--- Material supplied ---
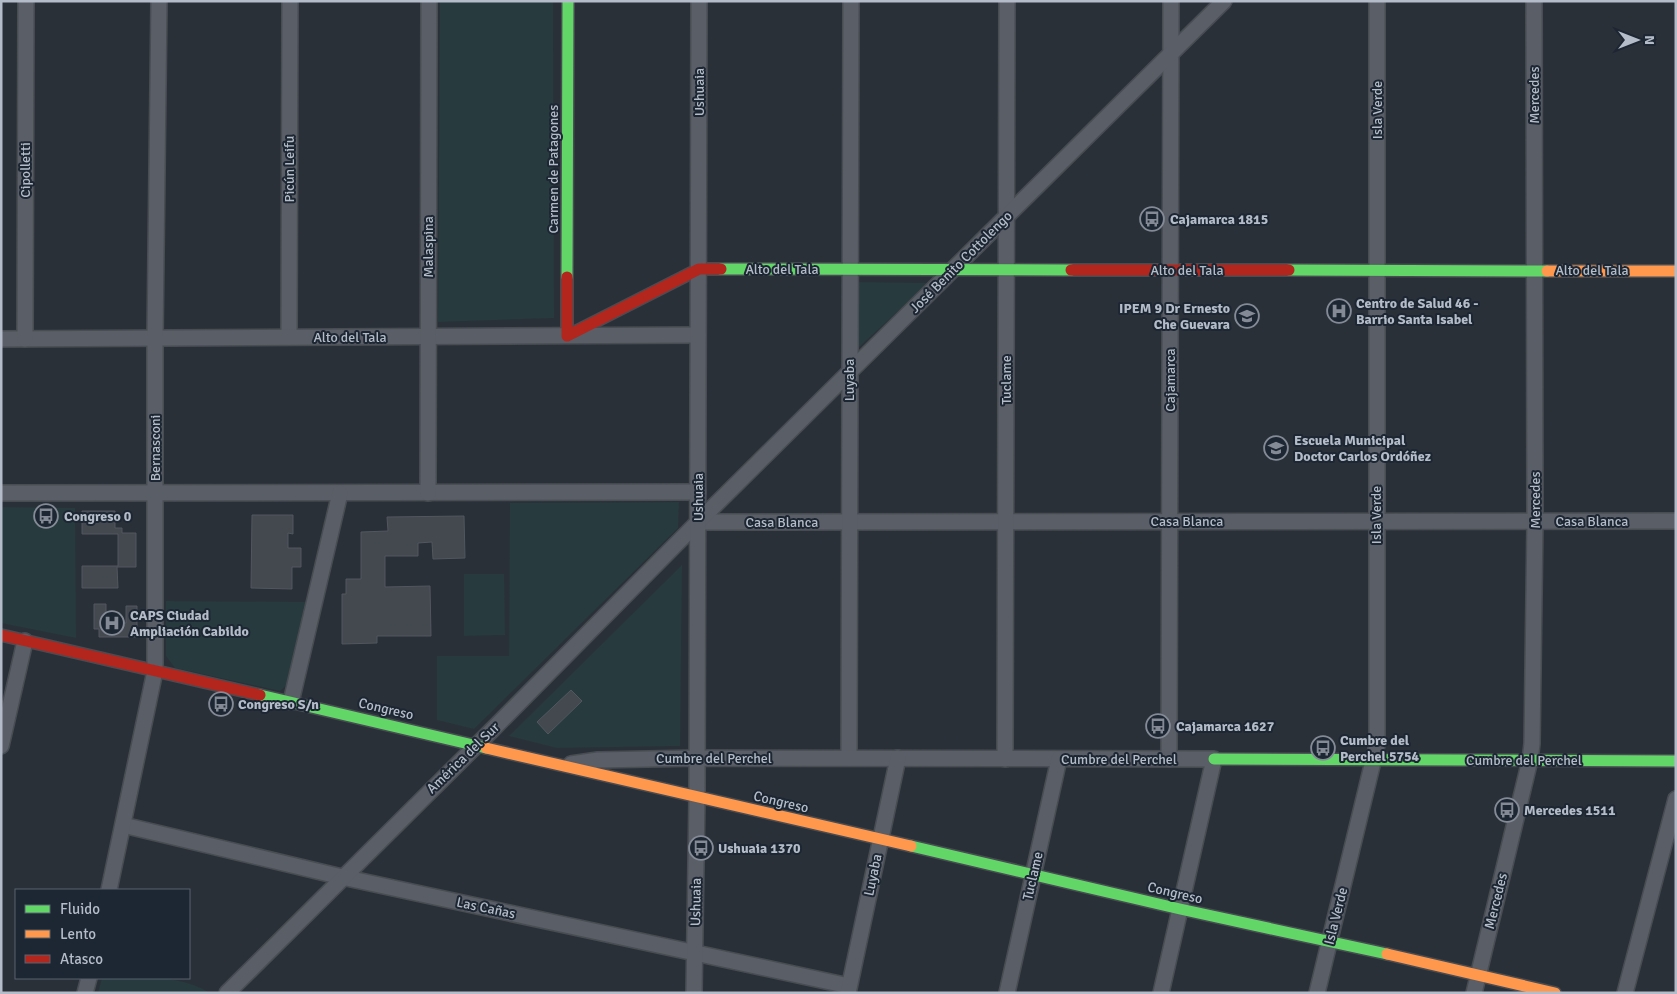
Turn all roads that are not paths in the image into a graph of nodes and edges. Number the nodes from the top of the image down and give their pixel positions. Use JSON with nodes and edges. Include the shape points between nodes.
{"nodes":[{"id":1,"x":26,"y":1,"type":"edge"},
{"id":2,"x":159,"y":1,"type":"edge"},
{"id":3,"x":290,"y":1,"type":"edge"},
{"id":4,"x":429,"y":1,"type":"edge"},
{"id":5,"x":568,"y":1,"type":"edge"},
{"id":6,"x":699,"y":1,"type":"edge"},
{"id":7,"x":851,"y":1,"type":"edge"},
{"id":8,"x":1007,"y":1,"type":"edge"},
{"id":9,"x":1171,"y":1,"type":"edge"},
{"id":10,"x":1224,"y":1,"type":"edge"},
{"id":11,"x":1377,"y":1,"type":"edge"},
{"id":12,"x":1534,"y":1,"type":"edge"},
{"id":13,"x":1171,"y":55,"type":"junction"},
{"id":14,"x":1006,"y":218,"type":"junction"},
{"id":15,"x":699,"y":269,"type":"junction"},
{"id":16,"x":850,"y":269,"type":"junction"},
{"id":17,"x":954,"y":269,"type":"junction"},
{"id":18,"x":1006,"y":269,"type":"junction"},
{"id":19,"x":1170,"y":270,"type":"junction"},
{"id":20,"x":1376,"y":270,"type":"junction"},
{"id":21,"x":1534,"y":270,"type":"junction"},
{"id":22,"x":1676,"y":271,"type":"edge"},
{"id":23,"x":567,"y":336,"type":"junction"},
{"id":24,"x":698,"y":336,"type":"junction"},
{"id":25,"x":289,"y":337,"type":"junction"},
{"id":26,"x":428,"y":337,"type":"junction"},
{"id":27,"x":25,"y":338,"type":"junction"},
{"id":28,"x":155,"y":338,"type":"junction"},
{"id":29,"x":1,"y":339,"type":"edge"},
{"id":30,"x":849,"y":373,"type":"junction"},
{"id":31,"x":698,"y":492,"type":"junction"},
{"id":32,"x":340,"y":493,"type":"junction"},
{"id":33,"x":428,"y":493,"type":"junction"},
{"id":34,"x":1,"y":494,"type":"edge"},
{"id":35,"x":155,"y":494,"type":"junction"},
{"id":36,"x":1376,"y":520,"type":"junction"},
{"id":37,"x":1535,"y":520,"type":"junction"},
{"id":38,"x":1676,"y":520,"type":"edge"},
{"id":39,"x":1170,"y":521,"type":"junction"},
{"id":40,"x":698,"y":522,"type":"junction"},
{"id":41,"x":850,"y":522,"type":"junction"},
{"id":42,"x":1006,"y":522,"type":"junction"},
{"id":43,"x":1,"y":635,"type":"edge"},
{"id":44,"x":26,"y":641,"type":"junction"},
{"id":45,"x":155,"y":671,"type":"junction"},
{"id":46,"x":291,"y":702,"type":"junction"},
{"id":47,"x":1,"y":746,"type":"edge"},
{"id":48,"x":475,"y":746,"type":"junction"},
{"id":49,"x":697,"y":758,"type":"junction"},
{"id":50,"x":849,"y":758,"type":"junction"},
{"id":51,"x":898,"y":758,"type":"junction"},
{"id":52,"x":1005,"y":758,"type":"junction"},
{"id":53,"x":1059,"y":759,"type":"junction"},
{"id":54,"x":1169,"y":759,"type":"junction"},
{"id":55,"x":1214,"y":759,"type":"junction"},
{"id":56,"x":1373,"y":760,"type":"junction"},
{"id":57,"x":1530,"y":760,"type":"junction"},
{"id":58,"x":1676,"y":761,"type":"edge"},
{"id":59,"x":562,"y":765,"type":"junction"},
{"id":60,"x":697,"y":798,"type":"junction"},
{"id":61,"x":1676,"y":799,"type":"edge"},
{"id":62,"x":124,"y":825,"type":"junction"},
{"id":63,"x":881,"y":840,"type":"junction"},
{"id":64,"x":1034,"y":875,"type":"junction"},
{"id":65,"x":342,"y":877,"type":"junction"},
{"id":66,"x":109,"y":889,"type":"edge"},
{"id":67,"x":1180,"y":910,"type":"junction"},
{"id":68,"x":1330,"y":941,"type":"junction"},
{"id":69,"x":695,"y":953,"type":"junction"},
{"id":70,"x":1478,"y":976,"type":"junction"},
{"id":71,"x":89,"y":979,"type":"edge"},
{"id":72,"x":848,"y":989,"type":"edge"},
{"id":73,"x":85,"y":993,"type":"edge"},
{"id":74,"x":227,"y":993,"type":"edge"},
{"id":75,"x":694,"y":993,"type":"edge"},
{"id":76,"x":1007,"y":993,"type":"edge"},
{"id":77,"x":1160,"y":993,"type":"edge"},
{"id":78,"x":1318,"y":993,"type":"edge"},
{"id":79,"x":1474,"y":993,"type":"edge"},
{"id":80,"x":1555,"y":993,"type":"edge"},
{"id":81,"x":1625,"y":993,"type":"edge"}],
"edges":[{"from":1,"to":27,"type":"street","name":"Cipolletti"},
{"from":2,"to":28,"type":"street","name":"Bernasconi"},
{"from":3,"to":25,"type":"street","name":"Picún Leifu"},
{"from":4,"to":26,"type":"street","name":"Malaspina"},
{"from":5,"to":23,"type":"street","name":"Carmen de Patagones"},
{"from":6,"to":15,"type":"street","name":"Ushuaia"},
{"from":7,"to":16,"type":"street","name":"Luyaba"},
{"from":8,"to":14,"type":"street","name":"Tuclame"},
{"from":9,"to":13,"type":"street","name":"Cajamarca"},
{"from":10,"to":13,"type":"street","name":"José Benito Cottolengo"},
{"from":11,"to":20,"type":"street","name":"Isla Verde"},
{"from":12,"to":21,"type":"street","name":"Mercedes"},
{"from":13,"to":14,"type":"street","name":"José Benito Cottolengo"},
{"from":13,"to":19,"type":"street","name":"Cajamarca"},
{"from":14,"to":17,"type":"street","name":"José Benito Cottolengo"},
{"from":14,"to":18,"type":"street","name":"Tuclame"},
{"from":15,"to":16,"type":"street","name":"Alto del Tala"},
{"from":15,"to":23,"type":"street"},
{"from":15,"to":24,"type":"street","name":"Ushuaia"},
{"from":16,"to":17,"type":"street","name":"Alto del Tala"},
{"from":16,"to":30,"type":"street","name":"Luyaba"},
{"from":17,"to":18,"type":"street","name":"Alto del Tala"},
{"from":17,"to":30,"type":"street","name":"José Benito Cottolengo"},
{"from":18,"to":19,"type":"street","name":"Alto del Tala"},
{"from":18,"to":42,"type":"street","name":"Tuclame"},
{"from":19,"to":20,"type":"street","name":"Alto del Tala"},
{"from":19,"to":39,"type":"street","name":"Cajamarca"},
{"from":20,"to":21,"type":"street","name":"Alto del Tala"},
{"from":20,"to":36,"type":"street","name":"Isla Verde"},
{"from":21,"to":22,"type":"street","name":"Alto del Tala"},
{"from":21,"to":37,"type":"street","name":"Mercedes"},
{"from":23,"to":24,"type":"street","name":"Alto del Tala"},
{"from":23,"to":26,"type":"street","name":"Alto del Tala"},
{"from":24,"to":31,"type":"street","name":"Ushuaia"},
{"from":25,"to":26,"type":"street","name":"Alto del Tala"},
{"from":25,"to":28,"type":"street","name":"Alto del Tala"},
{"from":26,"to":33,"type":"street","name":"Malaspina"},
{"from":27,"to":28,"type":"street","name":"Alto del Tala"},
{"from":27,"to":29,"type":"street","name":"Alto del Tala"},
{"from":28,"to":35,"type":"street","name":"Bernasconi"},
{"from":30,"to":40,"type":"street","name":"José Benito Cottolengo"},
{"from":30,"to":41,"type":"street","name":"Luyaba"},
{"from":31,"to":33,"type":"street"},
{"from":31,"to":40,"type":"street","name":"Ushuaia"},
{"from":32,"to":33,"type":"street"},
{"from":32,"to":35,"type":"street"},
{"from":32,"to":46,"type":"street"},
{"from":34,"to":35,"type":"street"},
{"from":35,"to":45,"type":"street","name":"Bernasconi"},
{"from":36,"to":37,"type":"street","name":"Casa Blanca"},
{"from":36,"to":39,"type":"street","name":"Casa Blanca"},
{"from":36,"to":56,"type":"street","name":"Isla Verde","via":[[1377,745]]},
{"from":37,"to":38,"type":"street","name":"Casa Blanca"},
{"from":37,"to":57,"type":"street","name":"Mercedes"},
{"from":39,"to":42,"type":"street","name":"Casa Blanca"},
{"from":39,"to":54,"type":"street","name":"Cajamarca"},
{"from":40,"to":41,"type":"street","name":"Casa Blanca"},
{"from":40,"to":48,"type":"street","name":"América del Sur"},
{"from":40,"to":49,"type":"street","name":"Ushuaia"},
{"from":41,"to":42,"type":"street","name":"Casa Blanca"},
{"from":41,"to":50,"type":"street","name":"Luyaba"},
{"from":42,"to":52,"type":"street","name":"Tuclame"},
{"from":43,"to":44,"type":"street","name":"Congreso"},
{"from":44,"to":45,"type":"street","name":"Congreso"},
{"from":44,"to":47,"type":"street"},
{"from":45,"to":46,"type":"street","name":"Congreso"},
{"from":45,"to":62,"type":"street","name":"Bernasconi"},
{"from":46,"to":48,"type":"street","name":"Congreso"},
{"from":48,"to":59,"type":"street","name":"Congreso"},
{"from":48,"to":65,"type":"street","name":"América del Sur"},
{"from":49,"to":50,"type":"street","name":"Cumbre del Perchel"},
{"from":49,"to":59,"type":"street","name":"Cumbre del Perchel","via":[[598,760]]},
{"from":49,"to":60,"type":"street","name":"Ushuaia"},
{"from":50,"to":51,"type":"street","name":"Cumbre del Perchel"},
{"from":51,"to":52,"type":"street","name":"Cumbre del Perchel"},
{"from":51,"to":63,"type":"street","name":"Luyaba"},
{"from":52,"to":53,"type":"street","name":"Cumbre del Perchel"},
{"from":53,"to":54,"type":"street","name":"Cumbre del Perchel"},
{"from":53,"to":64,"type":"street","name":"Tuclame"},
{"from":54,"to":55,"type":"street","name":"Cumbre del Perchel"},
{"from":55,"to":56,"type":"street","name":"Cumbre del Perchel"},
{"from":55,"to":67,"type":"street"},
{"from":56,"to":57,"type":"street","name":"Cumbre del Perchel"},
{"from":56,"to":68,"type":"street","name":"Isla Verde"},
{"from":57,"to":58,"type":"street","name":"Cumbre del Perchel"},
{"from":57,"to":70,"type":"street","name":"Mercedes"},
{"from":59,"to":60,"type":"street","name":"Congreso"},
{"from":60,"to":63,"type":"street","name":"Congreso"},
{"from":60,"to":69,"type":"street","name":"Ushuaia"},
{"from":61,"to":81,"type":"street"},
{"from":62,"to":65,"type":"street","name":"Las Cañas"},
{"from":62,"to":66,"type":"street","name":"Bernasconi"},
{"from":63,"to":64,"type":"street","name":"Congreso"},
{"from":63,"to":72,"type":"street","name":"Luyaba"},
{"from":64,"to":67,"type":"street","name":"Congreso"},
{"from":64,"to":76,"type":"street","name":"Tuclame"},
{"from":65,"to":69,"type":"street","name":"Las Cañas"},
{"from":65,"to":74,"type":"street","name":"América del Sur"},
{"from":67,"to":68,"type":"street","name":"Congreso"},
{"from":67,"to":77,"type":"street"},
{"from":68,"to":70,"type":"street","name":"Congreso"},
{"from":68,"to":78,"type":"street","name":"Isla Verde"},
{"from":69,"to":72,"type":"street","name":"Las Cañas"},
{"from":69,"to":75,"type":"street","name":"Ushuaia"},
{"from":70,"to":79,"type":"street","name":"Mercedes"},
{"from":70,"to":80,"type":"street","name":"Congreso"},
{"from":71,"to":73,"type":"street"}]}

--- Task directions ---
Going through the entries above, tally every line that contains the string "Blanca", then state only the total.

--- Solution to the exercise ---
6